--- Records for processing ---
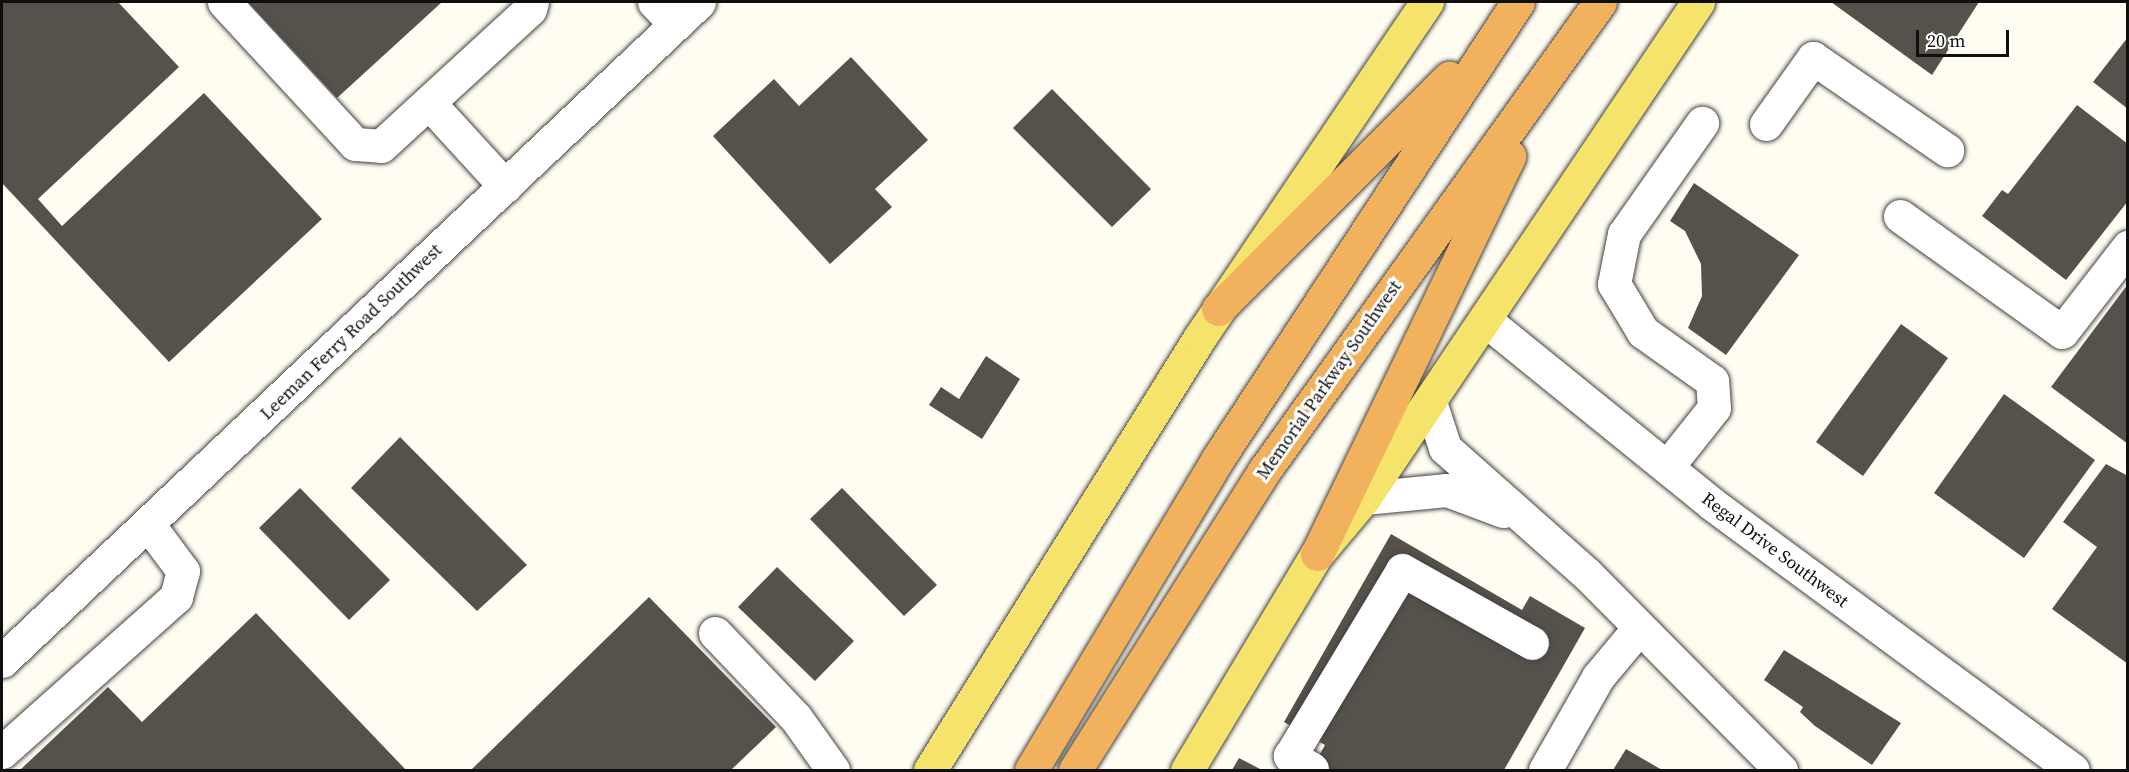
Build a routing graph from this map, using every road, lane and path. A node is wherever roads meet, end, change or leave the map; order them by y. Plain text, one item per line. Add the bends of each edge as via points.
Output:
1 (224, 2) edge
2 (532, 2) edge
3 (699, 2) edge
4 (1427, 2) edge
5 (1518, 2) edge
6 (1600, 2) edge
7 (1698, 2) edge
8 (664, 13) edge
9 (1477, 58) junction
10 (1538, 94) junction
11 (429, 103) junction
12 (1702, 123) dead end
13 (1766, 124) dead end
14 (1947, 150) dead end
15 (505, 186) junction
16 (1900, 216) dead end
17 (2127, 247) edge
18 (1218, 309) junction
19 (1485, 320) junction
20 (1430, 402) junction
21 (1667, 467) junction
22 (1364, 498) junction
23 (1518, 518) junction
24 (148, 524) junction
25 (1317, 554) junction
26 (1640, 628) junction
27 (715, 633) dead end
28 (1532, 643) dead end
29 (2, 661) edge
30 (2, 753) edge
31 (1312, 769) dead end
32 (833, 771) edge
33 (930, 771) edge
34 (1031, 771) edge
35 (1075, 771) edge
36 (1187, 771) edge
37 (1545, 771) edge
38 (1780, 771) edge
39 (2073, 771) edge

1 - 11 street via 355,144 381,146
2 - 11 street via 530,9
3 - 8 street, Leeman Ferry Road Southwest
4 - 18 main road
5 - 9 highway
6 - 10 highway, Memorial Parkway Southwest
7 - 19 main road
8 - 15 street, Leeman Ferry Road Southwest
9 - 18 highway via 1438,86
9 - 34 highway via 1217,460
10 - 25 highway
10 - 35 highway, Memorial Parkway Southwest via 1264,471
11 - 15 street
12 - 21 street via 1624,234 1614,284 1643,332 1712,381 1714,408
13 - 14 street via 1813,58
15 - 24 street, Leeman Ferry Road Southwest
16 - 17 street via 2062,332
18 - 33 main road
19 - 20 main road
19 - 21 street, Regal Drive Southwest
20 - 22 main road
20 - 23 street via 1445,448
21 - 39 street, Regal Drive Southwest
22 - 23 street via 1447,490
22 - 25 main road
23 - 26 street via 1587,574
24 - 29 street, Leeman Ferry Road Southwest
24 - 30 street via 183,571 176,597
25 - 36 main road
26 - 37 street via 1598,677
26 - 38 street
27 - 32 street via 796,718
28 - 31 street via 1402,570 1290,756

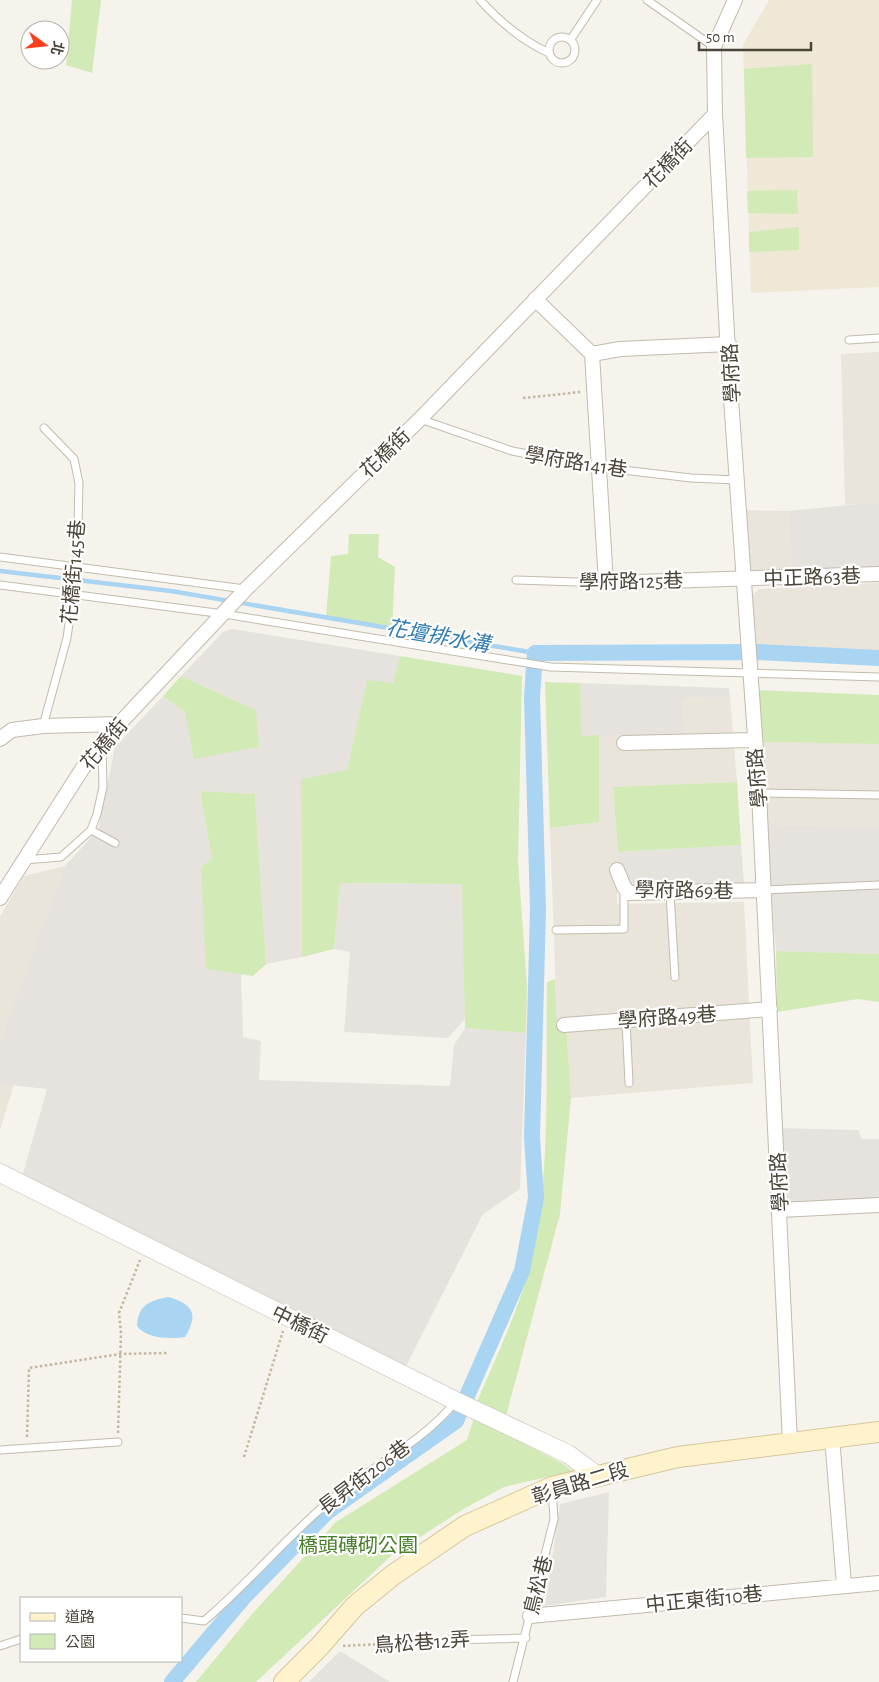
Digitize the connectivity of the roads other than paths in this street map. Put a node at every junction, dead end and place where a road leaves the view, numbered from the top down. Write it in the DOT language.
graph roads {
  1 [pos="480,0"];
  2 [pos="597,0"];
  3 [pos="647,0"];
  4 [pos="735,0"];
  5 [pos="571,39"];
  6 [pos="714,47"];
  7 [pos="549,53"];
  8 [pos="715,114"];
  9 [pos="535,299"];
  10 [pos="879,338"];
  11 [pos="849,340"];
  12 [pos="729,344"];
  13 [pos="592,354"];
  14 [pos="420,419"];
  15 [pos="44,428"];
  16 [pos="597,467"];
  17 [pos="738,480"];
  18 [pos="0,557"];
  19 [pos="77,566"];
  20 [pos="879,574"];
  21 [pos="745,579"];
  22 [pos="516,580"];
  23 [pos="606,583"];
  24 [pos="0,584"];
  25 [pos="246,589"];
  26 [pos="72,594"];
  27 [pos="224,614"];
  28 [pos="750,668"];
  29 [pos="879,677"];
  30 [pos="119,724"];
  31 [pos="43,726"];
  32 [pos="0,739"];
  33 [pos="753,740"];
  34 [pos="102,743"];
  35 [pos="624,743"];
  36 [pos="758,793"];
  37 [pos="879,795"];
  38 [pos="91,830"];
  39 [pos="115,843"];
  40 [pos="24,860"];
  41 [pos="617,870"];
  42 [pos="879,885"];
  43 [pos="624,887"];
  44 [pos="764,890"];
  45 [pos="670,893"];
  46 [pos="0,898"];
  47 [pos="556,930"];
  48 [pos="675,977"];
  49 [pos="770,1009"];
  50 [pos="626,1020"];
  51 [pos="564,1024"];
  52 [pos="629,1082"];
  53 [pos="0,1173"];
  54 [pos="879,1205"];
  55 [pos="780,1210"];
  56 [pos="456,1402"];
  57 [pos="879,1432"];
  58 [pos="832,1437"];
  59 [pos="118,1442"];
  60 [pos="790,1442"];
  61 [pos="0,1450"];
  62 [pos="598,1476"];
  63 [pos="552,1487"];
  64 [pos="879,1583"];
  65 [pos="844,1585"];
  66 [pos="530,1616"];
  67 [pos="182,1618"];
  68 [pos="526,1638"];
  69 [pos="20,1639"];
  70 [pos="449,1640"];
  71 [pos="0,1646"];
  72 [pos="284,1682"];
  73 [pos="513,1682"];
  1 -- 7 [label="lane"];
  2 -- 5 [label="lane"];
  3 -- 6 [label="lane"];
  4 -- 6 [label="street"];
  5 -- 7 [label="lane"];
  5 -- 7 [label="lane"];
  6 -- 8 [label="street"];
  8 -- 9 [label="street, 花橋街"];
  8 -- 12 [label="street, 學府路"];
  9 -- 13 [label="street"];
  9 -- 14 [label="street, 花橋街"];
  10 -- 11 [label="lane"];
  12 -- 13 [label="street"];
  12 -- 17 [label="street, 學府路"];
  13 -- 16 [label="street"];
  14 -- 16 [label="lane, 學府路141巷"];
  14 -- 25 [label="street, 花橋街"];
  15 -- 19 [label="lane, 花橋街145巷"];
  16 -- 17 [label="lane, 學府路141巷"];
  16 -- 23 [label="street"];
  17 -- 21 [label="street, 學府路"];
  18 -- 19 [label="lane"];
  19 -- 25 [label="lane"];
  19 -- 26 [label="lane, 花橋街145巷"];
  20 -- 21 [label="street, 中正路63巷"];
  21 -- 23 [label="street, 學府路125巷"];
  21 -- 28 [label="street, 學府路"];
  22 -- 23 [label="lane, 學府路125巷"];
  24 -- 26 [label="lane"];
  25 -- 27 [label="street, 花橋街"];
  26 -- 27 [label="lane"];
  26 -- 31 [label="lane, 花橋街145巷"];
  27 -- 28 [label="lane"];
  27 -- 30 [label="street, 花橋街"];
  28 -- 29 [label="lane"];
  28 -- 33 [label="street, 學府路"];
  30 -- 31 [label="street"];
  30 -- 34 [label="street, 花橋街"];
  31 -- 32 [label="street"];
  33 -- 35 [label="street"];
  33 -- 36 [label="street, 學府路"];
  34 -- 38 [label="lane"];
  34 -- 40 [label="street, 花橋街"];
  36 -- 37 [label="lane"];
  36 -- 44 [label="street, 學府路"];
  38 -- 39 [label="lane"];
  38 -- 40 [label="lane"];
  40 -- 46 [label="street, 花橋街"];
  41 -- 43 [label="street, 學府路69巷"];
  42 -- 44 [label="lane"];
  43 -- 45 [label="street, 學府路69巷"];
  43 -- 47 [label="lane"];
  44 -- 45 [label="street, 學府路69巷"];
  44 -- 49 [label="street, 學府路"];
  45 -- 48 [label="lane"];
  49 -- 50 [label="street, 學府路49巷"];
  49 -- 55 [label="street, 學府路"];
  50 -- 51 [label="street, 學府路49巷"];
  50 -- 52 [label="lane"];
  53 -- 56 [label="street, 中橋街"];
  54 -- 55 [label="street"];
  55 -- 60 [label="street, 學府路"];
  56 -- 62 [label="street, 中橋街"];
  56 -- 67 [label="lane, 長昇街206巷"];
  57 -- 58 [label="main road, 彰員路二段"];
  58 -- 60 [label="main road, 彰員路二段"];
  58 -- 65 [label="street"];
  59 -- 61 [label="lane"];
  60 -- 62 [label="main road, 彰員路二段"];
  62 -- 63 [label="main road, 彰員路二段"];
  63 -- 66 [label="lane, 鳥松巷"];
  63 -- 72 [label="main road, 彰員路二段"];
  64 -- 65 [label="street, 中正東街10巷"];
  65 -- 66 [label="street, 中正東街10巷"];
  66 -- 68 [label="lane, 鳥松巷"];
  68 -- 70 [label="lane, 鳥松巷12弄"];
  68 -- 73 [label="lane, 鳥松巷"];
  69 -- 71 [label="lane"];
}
---
▶ [Work order]: All lines that hold the word "Memorial" should be copied from the data.

▶ [Result]:
6 - 10 highway, Memorial Parkway Southwest
10 - 35 highway, Memorial Parkway Southwest via 1264,471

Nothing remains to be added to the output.